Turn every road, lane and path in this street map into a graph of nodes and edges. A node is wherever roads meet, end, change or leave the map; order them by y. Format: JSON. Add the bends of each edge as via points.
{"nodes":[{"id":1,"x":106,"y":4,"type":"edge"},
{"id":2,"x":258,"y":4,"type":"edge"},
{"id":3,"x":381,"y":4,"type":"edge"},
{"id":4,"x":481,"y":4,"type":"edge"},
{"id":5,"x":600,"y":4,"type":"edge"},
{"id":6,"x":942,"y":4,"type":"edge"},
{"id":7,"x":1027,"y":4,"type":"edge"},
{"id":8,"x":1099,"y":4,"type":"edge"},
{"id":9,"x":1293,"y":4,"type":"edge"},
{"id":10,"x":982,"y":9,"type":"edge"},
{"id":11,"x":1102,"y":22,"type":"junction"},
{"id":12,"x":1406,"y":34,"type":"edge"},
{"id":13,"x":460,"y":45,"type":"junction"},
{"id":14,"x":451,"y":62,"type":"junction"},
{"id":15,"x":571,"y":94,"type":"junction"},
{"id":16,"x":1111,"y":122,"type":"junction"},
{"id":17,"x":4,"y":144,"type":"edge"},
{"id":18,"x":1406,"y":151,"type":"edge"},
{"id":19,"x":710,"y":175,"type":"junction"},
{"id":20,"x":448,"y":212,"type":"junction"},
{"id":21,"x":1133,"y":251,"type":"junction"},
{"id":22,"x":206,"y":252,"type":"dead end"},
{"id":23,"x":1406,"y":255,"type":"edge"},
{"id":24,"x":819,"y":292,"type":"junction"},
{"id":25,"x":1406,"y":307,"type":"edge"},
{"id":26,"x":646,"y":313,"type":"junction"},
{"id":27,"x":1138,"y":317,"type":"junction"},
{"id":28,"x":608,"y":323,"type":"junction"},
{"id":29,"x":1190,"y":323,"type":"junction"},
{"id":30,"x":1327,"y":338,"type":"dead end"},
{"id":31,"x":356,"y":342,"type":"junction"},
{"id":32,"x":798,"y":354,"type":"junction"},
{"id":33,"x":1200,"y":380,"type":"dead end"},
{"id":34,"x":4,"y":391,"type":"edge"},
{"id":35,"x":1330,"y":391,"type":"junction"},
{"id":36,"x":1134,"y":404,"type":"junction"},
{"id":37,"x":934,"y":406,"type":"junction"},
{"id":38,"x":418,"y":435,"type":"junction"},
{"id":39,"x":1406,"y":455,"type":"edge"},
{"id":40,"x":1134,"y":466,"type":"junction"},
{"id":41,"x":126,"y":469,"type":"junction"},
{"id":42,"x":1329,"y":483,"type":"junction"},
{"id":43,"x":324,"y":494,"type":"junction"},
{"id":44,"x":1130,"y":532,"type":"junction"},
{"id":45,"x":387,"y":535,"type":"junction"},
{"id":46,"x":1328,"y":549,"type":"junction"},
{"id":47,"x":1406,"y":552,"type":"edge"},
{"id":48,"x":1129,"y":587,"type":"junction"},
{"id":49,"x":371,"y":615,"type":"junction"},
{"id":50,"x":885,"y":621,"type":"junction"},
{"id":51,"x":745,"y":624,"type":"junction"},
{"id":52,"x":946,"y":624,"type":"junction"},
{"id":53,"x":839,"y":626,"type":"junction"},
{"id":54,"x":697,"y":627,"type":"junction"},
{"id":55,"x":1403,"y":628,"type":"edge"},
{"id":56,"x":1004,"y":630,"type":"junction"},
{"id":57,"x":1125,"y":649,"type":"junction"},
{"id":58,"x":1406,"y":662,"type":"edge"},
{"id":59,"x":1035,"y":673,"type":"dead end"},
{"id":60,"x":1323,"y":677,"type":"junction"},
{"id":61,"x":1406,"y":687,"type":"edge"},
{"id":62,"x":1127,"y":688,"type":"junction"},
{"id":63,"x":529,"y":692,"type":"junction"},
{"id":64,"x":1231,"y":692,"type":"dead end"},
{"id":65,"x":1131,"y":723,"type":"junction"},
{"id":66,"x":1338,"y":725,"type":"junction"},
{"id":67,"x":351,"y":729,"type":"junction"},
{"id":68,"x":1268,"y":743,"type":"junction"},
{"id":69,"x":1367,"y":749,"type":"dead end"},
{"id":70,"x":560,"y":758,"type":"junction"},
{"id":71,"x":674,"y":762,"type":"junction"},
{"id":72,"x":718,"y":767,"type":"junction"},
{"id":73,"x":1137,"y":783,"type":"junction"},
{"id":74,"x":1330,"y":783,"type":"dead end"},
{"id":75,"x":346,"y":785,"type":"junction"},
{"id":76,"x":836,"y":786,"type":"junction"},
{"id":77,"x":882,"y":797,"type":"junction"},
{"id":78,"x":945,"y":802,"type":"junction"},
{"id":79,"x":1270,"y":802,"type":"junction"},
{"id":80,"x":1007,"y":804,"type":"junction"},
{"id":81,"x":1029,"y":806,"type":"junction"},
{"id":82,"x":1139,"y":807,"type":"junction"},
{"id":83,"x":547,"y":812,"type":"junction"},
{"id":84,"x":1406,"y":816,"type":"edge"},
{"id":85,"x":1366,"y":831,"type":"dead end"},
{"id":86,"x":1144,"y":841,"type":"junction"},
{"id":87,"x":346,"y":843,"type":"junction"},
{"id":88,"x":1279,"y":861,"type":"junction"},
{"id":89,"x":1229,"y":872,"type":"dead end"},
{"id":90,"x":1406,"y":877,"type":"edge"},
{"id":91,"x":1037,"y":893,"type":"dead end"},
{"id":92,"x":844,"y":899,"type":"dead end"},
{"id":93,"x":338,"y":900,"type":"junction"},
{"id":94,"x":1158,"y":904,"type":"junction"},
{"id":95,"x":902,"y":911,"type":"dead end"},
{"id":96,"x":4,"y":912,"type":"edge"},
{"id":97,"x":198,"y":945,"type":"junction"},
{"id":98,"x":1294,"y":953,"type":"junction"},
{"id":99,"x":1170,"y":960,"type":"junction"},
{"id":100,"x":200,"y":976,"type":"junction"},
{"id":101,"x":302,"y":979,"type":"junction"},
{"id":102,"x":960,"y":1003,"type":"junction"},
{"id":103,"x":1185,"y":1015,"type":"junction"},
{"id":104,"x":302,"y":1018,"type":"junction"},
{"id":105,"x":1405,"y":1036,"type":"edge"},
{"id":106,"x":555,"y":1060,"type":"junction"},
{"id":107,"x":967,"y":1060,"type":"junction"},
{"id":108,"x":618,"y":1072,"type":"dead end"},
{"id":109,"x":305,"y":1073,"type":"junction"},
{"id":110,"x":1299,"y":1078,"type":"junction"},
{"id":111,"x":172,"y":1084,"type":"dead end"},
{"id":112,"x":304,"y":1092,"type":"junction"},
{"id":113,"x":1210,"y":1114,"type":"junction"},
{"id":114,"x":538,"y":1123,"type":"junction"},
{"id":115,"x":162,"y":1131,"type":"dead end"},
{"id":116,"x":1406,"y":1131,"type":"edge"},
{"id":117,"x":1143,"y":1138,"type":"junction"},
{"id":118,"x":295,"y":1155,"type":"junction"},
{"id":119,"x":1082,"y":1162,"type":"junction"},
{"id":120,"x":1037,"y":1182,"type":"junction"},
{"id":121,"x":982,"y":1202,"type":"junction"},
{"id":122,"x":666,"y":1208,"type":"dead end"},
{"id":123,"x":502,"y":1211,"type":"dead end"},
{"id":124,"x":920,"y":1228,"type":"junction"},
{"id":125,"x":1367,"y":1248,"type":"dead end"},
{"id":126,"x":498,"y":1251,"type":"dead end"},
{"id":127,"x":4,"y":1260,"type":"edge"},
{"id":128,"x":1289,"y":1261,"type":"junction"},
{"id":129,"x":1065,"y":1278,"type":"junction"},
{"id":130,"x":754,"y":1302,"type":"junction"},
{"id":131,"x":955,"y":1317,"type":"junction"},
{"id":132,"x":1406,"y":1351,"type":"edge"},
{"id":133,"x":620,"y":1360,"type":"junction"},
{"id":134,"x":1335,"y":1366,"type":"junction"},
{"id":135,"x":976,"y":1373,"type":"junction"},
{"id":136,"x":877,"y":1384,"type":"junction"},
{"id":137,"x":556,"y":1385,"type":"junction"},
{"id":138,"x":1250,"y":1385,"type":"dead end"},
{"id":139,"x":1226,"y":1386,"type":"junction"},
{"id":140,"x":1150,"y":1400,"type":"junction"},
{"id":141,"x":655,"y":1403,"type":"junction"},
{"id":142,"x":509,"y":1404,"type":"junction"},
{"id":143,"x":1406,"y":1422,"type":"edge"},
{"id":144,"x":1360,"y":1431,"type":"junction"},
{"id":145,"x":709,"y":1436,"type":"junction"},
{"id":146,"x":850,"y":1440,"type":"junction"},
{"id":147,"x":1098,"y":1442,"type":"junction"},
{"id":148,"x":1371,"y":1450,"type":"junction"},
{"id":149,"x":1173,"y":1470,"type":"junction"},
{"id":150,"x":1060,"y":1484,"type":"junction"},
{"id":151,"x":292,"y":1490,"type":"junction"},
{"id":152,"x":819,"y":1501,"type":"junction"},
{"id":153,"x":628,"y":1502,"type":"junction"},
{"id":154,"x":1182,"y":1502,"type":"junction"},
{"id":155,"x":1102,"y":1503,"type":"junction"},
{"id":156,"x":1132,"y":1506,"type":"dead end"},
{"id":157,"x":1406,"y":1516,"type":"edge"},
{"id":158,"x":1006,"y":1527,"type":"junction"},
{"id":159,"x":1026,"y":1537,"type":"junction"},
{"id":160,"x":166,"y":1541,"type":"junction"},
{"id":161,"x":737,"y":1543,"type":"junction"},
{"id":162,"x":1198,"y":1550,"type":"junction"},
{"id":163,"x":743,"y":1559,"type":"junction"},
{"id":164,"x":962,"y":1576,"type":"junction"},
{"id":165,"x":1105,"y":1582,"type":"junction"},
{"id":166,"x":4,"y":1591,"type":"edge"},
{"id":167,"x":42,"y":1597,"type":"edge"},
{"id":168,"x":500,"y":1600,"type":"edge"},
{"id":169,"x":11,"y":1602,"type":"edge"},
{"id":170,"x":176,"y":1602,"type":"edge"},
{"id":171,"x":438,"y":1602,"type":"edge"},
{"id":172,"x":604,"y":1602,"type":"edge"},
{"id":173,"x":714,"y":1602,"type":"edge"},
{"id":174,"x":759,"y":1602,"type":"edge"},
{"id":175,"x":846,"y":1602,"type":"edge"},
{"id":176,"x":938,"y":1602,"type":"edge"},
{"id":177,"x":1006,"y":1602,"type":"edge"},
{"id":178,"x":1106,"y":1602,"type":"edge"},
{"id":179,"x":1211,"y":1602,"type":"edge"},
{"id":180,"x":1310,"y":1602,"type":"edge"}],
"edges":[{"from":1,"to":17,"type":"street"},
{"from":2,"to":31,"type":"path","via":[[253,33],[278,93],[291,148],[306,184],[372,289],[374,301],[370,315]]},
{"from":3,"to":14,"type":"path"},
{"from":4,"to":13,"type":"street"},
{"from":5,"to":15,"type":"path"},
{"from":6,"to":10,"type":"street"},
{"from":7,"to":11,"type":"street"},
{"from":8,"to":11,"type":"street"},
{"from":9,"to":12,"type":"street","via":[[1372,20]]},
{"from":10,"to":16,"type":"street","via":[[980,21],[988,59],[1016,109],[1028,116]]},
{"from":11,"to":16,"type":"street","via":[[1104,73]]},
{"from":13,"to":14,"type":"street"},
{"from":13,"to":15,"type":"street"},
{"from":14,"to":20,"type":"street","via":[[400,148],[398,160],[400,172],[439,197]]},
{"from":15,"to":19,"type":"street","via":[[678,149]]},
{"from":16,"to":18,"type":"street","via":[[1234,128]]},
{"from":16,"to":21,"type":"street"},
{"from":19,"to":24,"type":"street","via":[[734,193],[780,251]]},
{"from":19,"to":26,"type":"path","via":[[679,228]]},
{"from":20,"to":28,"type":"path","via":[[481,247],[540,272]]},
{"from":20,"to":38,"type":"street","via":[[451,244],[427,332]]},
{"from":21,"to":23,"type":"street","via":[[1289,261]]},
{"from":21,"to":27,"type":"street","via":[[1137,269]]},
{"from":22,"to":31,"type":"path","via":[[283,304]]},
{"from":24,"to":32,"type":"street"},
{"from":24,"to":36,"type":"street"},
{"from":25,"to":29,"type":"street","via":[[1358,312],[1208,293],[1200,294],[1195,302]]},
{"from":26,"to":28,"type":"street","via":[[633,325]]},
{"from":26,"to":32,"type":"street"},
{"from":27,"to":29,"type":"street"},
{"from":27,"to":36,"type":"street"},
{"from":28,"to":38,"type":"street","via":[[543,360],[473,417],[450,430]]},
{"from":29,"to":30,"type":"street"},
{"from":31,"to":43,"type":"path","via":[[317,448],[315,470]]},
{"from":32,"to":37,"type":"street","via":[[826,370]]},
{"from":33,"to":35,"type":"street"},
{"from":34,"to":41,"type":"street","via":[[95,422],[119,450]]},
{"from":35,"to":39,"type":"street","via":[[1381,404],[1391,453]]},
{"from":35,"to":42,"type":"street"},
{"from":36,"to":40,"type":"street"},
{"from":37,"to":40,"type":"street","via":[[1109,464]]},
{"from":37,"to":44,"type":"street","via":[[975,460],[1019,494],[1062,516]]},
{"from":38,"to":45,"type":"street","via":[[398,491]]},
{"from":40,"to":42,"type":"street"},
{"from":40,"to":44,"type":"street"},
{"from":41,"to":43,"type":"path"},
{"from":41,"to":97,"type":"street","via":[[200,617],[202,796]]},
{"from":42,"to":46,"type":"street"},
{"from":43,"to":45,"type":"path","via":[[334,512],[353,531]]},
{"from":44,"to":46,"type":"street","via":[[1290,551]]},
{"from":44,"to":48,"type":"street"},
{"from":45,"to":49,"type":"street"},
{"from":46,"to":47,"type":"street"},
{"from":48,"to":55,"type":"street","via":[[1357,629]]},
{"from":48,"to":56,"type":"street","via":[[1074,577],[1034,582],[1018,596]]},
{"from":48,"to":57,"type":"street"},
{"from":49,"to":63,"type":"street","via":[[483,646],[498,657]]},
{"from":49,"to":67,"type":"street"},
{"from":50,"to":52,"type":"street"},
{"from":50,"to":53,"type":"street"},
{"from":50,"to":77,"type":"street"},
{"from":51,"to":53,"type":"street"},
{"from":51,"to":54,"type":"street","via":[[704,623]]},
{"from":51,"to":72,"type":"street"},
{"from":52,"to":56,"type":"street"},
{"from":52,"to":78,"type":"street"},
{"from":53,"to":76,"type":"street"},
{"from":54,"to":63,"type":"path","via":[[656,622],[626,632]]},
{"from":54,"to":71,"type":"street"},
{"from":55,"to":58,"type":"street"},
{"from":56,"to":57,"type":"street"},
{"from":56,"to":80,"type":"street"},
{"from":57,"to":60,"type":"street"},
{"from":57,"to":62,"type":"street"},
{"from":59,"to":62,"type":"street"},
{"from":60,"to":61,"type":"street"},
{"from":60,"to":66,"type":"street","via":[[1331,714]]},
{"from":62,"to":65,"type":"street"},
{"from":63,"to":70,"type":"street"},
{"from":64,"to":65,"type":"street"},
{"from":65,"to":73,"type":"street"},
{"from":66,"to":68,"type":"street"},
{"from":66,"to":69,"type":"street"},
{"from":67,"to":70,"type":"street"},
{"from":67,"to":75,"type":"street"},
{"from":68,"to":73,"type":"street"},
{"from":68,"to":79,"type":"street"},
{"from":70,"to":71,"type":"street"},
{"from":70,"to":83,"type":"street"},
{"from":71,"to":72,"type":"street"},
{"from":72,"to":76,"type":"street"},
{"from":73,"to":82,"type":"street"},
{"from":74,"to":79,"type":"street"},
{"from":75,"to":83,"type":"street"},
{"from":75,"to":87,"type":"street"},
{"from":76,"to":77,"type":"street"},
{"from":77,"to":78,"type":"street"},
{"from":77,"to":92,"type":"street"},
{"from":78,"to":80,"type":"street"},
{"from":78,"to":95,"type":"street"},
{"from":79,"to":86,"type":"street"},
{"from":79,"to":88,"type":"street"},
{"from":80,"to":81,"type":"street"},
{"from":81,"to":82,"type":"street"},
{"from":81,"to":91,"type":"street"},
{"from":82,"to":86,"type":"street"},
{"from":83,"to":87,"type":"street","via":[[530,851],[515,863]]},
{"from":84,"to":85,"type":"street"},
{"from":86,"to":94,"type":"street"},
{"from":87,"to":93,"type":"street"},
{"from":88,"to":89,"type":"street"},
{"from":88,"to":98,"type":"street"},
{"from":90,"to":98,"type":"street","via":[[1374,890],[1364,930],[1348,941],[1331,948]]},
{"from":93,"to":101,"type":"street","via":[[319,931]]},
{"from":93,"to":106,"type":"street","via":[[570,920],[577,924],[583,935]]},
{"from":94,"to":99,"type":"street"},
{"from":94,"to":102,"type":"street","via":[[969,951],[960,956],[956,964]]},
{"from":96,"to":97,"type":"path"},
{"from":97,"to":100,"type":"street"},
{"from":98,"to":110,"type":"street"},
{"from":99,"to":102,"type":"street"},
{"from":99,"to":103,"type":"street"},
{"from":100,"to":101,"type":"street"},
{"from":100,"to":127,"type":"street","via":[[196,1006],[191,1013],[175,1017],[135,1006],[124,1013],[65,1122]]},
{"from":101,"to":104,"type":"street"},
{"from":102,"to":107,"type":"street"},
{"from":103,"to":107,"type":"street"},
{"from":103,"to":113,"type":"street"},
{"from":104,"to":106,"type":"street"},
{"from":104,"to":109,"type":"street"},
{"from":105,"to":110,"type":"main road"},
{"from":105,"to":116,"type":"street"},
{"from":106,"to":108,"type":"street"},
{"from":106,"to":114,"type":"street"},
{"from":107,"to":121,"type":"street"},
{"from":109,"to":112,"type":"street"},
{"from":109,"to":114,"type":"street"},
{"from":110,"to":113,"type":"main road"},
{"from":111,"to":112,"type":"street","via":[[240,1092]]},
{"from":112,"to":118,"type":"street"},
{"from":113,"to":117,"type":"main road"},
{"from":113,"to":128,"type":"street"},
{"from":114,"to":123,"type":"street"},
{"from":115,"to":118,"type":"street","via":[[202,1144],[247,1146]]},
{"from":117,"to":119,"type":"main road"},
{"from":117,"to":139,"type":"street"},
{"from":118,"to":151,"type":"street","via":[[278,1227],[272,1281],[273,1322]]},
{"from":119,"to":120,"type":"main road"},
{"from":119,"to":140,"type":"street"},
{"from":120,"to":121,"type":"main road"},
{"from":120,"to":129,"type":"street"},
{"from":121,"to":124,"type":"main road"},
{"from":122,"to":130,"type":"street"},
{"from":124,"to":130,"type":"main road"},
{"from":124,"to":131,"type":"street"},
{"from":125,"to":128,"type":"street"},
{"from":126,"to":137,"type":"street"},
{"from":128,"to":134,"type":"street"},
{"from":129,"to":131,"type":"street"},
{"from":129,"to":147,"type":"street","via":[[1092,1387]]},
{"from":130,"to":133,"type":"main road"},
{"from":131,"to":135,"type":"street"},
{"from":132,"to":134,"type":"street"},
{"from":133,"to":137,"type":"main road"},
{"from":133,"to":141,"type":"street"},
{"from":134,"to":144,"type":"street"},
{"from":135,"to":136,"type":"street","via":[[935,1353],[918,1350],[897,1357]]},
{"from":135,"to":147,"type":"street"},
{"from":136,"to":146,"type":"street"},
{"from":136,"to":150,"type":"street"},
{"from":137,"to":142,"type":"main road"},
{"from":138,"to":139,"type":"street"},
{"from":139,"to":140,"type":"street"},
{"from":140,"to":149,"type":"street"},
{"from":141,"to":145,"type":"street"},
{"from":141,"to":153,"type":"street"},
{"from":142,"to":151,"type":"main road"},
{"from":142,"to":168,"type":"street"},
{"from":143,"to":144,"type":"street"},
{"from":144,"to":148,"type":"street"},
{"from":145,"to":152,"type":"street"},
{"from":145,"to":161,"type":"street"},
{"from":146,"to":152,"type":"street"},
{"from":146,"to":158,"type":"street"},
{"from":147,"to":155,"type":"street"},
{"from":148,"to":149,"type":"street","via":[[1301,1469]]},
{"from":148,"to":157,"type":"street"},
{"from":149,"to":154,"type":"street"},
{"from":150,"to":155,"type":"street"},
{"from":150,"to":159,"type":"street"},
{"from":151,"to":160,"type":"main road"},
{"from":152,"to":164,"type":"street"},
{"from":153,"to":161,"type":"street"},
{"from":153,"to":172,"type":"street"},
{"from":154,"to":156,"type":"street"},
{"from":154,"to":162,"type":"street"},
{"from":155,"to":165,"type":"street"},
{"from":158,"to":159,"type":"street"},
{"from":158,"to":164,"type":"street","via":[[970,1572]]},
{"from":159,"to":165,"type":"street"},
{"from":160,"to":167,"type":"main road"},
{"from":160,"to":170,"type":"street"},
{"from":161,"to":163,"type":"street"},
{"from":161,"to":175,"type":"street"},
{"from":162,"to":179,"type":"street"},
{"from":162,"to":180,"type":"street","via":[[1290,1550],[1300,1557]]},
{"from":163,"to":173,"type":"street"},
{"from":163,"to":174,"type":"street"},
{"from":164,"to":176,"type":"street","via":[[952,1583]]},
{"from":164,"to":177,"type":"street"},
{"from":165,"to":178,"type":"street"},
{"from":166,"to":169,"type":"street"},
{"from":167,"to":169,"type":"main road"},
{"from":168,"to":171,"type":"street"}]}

**TASK OBJECTIVE:**
Go over the entries above and say how many lines hold the string "nodes", with no other text.

**RESULT OF THE EXERCISE:**
2